Record extracts:
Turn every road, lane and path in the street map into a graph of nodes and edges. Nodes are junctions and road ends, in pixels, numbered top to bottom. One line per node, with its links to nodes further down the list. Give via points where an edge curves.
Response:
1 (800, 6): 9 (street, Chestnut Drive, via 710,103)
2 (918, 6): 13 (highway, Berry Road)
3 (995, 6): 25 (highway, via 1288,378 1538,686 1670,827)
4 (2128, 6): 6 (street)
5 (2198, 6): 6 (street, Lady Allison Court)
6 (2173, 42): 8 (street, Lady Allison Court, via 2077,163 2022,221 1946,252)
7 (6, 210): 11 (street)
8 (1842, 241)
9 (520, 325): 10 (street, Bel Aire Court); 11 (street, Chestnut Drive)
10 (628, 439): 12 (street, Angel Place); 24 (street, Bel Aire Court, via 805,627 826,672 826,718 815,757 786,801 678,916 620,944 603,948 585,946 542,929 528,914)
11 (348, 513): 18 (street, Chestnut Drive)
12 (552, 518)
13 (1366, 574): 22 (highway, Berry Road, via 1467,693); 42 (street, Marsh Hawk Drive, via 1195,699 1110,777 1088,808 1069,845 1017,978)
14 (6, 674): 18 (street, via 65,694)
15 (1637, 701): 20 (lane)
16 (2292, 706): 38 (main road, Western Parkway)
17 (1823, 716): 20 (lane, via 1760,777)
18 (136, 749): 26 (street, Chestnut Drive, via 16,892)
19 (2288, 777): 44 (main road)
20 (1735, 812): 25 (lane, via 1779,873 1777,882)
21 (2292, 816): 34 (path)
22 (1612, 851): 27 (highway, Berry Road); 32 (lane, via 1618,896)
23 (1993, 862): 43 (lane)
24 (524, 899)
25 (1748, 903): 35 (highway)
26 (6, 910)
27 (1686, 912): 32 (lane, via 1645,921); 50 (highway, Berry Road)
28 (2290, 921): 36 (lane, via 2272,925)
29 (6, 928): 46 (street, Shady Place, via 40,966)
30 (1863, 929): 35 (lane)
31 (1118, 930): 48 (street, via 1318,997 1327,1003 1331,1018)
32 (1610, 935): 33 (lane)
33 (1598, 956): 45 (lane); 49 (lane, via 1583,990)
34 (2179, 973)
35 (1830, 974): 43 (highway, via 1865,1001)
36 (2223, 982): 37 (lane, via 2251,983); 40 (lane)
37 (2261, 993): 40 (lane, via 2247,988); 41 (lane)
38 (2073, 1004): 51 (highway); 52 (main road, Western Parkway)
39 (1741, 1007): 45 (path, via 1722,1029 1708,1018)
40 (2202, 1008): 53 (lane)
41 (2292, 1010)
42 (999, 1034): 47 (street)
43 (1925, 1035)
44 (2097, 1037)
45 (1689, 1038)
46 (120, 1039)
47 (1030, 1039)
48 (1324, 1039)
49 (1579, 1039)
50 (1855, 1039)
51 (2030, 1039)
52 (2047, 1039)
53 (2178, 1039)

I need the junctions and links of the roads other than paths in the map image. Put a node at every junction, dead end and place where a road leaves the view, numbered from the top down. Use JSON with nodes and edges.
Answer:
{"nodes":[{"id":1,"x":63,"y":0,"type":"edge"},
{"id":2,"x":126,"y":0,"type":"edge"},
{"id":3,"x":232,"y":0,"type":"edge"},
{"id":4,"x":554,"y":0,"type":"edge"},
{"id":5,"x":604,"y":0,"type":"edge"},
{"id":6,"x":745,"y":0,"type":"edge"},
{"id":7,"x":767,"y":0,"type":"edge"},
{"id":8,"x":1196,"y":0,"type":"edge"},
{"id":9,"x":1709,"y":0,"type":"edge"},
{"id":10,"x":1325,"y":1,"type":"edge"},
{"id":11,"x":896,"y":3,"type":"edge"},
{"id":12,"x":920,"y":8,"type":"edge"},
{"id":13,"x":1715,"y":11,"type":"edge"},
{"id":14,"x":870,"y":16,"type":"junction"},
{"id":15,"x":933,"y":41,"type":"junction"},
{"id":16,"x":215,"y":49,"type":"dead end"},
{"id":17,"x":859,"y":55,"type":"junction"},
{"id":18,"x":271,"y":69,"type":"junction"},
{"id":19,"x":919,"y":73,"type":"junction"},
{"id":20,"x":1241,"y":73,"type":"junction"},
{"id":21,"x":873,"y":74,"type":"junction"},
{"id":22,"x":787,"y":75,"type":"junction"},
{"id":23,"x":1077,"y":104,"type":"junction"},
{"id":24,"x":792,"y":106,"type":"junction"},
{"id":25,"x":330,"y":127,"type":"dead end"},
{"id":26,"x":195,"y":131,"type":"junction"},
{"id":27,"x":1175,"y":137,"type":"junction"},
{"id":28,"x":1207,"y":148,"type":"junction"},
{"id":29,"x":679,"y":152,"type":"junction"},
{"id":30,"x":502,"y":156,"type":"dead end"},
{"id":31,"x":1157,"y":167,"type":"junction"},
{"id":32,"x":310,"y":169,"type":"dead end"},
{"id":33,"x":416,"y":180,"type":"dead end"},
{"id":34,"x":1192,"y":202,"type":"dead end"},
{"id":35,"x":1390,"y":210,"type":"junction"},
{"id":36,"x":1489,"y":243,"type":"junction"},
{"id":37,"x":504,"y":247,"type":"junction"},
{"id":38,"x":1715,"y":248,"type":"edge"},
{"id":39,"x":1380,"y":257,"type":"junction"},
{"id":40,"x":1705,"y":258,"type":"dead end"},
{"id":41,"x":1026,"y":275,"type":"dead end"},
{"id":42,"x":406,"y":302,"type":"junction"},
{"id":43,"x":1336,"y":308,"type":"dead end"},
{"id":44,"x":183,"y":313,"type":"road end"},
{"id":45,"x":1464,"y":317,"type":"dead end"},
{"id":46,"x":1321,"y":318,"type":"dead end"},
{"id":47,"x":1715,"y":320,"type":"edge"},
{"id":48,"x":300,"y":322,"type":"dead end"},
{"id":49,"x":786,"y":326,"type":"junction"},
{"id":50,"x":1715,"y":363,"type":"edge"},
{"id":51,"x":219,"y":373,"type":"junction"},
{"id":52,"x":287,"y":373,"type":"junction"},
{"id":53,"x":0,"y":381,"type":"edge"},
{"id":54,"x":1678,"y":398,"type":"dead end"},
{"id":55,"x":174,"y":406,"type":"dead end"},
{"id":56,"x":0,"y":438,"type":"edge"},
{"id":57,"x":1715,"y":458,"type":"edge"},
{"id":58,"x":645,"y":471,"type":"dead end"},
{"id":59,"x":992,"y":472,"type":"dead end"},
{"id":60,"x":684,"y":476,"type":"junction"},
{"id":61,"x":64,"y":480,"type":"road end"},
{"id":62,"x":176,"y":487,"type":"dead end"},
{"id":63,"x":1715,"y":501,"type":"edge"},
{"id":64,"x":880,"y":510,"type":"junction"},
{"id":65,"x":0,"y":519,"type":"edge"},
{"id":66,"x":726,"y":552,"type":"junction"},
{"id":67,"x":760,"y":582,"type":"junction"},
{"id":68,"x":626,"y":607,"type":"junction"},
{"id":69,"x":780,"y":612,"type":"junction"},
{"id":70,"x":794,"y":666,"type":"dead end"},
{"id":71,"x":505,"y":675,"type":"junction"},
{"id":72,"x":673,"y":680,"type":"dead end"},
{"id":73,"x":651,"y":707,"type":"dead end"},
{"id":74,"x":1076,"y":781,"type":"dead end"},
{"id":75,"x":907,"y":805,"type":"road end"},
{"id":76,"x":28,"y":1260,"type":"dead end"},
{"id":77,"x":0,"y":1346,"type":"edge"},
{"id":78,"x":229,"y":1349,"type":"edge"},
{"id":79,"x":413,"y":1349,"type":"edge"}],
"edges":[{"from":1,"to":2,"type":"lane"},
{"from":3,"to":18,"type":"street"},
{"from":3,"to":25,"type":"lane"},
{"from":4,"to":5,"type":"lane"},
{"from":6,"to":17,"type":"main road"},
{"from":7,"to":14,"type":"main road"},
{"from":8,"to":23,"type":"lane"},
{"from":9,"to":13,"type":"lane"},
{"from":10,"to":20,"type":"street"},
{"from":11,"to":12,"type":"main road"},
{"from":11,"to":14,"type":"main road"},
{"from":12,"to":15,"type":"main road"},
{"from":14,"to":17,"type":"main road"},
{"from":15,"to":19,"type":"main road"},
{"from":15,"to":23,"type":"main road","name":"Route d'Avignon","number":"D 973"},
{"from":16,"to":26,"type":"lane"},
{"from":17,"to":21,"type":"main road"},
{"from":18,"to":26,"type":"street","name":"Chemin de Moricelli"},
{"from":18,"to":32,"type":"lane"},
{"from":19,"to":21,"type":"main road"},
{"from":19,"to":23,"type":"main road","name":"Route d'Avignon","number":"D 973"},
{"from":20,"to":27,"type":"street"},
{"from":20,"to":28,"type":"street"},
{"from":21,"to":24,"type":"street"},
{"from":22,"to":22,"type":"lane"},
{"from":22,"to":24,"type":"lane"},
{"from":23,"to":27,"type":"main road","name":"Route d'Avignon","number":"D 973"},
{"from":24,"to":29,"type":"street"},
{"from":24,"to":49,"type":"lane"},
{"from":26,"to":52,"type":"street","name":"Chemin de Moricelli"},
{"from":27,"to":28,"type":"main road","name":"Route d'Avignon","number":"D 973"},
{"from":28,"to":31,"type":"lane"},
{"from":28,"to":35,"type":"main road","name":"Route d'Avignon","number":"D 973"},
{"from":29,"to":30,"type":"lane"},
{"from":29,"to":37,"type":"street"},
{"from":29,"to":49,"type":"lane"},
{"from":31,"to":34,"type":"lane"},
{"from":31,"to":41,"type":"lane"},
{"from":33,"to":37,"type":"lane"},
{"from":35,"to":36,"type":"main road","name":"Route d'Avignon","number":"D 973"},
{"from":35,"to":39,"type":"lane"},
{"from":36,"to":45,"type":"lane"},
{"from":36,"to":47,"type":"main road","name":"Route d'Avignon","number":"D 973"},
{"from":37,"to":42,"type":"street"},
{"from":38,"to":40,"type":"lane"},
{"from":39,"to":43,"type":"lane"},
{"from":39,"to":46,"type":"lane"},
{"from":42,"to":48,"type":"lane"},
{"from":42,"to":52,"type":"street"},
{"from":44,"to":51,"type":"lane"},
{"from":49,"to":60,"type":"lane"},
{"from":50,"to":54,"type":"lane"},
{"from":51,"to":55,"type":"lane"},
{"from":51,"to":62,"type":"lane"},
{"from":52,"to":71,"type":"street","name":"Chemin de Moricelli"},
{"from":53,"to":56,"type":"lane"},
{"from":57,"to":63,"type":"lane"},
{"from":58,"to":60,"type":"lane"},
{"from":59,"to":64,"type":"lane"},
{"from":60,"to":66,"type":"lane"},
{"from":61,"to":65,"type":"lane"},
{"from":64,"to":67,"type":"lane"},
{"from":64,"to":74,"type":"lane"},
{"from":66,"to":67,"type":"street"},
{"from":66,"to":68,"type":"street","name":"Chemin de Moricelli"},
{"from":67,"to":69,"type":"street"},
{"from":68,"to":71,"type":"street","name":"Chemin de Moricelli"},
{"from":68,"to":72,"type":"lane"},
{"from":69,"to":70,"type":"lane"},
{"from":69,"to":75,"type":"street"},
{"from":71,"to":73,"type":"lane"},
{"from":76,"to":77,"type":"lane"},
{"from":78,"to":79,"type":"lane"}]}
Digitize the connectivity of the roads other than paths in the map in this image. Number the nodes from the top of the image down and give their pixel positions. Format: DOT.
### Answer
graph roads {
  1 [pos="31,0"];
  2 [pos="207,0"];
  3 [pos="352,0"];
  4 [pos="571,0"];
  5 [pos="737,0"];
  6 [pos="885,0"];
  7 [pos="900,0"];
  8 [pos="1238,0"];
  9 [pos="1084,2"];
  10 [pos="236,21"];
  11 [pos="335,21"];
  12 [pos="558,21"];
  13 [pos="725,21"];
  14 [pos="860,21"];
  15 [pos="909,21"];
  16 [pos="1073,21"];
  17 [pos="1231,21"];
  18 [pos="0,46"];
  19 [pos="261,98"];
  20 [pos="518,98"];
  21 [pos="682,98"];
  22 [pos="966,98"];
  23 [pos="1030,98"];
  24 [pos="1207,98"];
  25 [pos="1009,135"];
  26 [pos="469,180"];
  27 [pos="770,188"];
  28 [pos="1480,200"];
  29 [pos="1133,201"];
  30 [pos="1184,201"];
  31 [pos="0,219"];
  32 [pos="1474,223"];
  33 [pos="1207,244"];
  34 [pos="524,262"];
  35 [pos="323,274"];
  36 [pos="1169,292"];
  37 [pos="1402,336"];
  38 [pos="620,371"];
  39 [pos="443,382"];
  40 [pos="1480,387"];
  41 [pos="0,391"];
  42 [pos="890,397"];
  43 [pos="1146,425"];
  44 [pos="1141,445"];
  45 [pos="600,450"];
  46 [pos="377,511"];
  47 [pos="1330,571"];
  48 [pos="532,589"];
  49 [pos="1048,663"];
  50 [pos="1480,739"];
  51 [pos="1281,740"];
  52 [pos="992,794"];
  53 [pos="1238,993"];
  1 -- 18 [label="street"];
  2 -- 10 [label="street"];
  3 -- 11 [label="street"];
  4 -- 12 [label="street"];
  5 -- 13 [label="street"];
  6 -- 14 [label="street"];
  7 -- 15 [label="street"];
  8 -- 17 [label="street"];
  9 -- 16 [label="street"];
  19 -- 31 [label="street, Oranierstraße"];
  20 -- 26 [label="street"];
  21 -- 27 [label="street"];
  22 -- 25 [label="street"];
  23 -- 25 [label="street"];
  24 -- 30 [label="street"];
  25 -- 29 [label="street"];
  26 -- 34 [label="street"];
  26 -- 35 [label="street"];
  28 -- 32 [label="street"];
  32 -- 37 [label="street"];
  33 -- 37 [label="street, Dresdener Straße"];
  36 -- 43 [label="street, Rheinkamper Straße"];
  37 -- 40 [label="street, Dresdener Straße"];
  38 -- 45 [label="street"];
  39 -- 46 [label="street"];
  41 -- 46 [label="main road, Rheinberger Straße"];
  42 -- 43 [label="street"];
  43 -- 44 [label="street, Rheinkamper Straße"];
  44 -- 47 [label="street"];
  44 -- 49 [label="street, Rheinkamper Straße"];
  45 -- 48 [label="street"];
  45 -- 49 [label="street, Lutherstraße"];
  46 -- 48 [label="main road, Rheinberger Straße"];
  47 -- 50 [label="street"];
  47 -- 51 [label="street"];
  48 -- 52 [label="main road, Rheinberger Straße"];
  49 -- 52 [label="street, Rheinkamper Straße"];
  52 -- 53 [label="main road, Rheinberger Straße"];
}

Exercise brief:
From the listing above, copy every line where the string "Route" is found.

Your response:
{"from":15,"to":23,"type":"main road","name":"Route d'Avignon","number":"D 973"},
{"from":19,"to":23,"type":"main road","name":"Route d'Avignon","number":"D 973"},
{"from":23,"to":27,"type":"main road","name":"Route d'Avignon","number":"D 973"},
{"from":27,"to":28,"type":"main road","name":"Route d'Avignon","number":"D 973"},
{"from":28,"to":35,"type":"main road","name":"Route d'Avignon","number":"D 973"},
{"from":35,"to":36,"type":"main road","name":"Route d'Avignon","number":"D 973"},
{"from":36,"to":47,"type":"main road","name":"Route d'Avignon","number":"D 973"},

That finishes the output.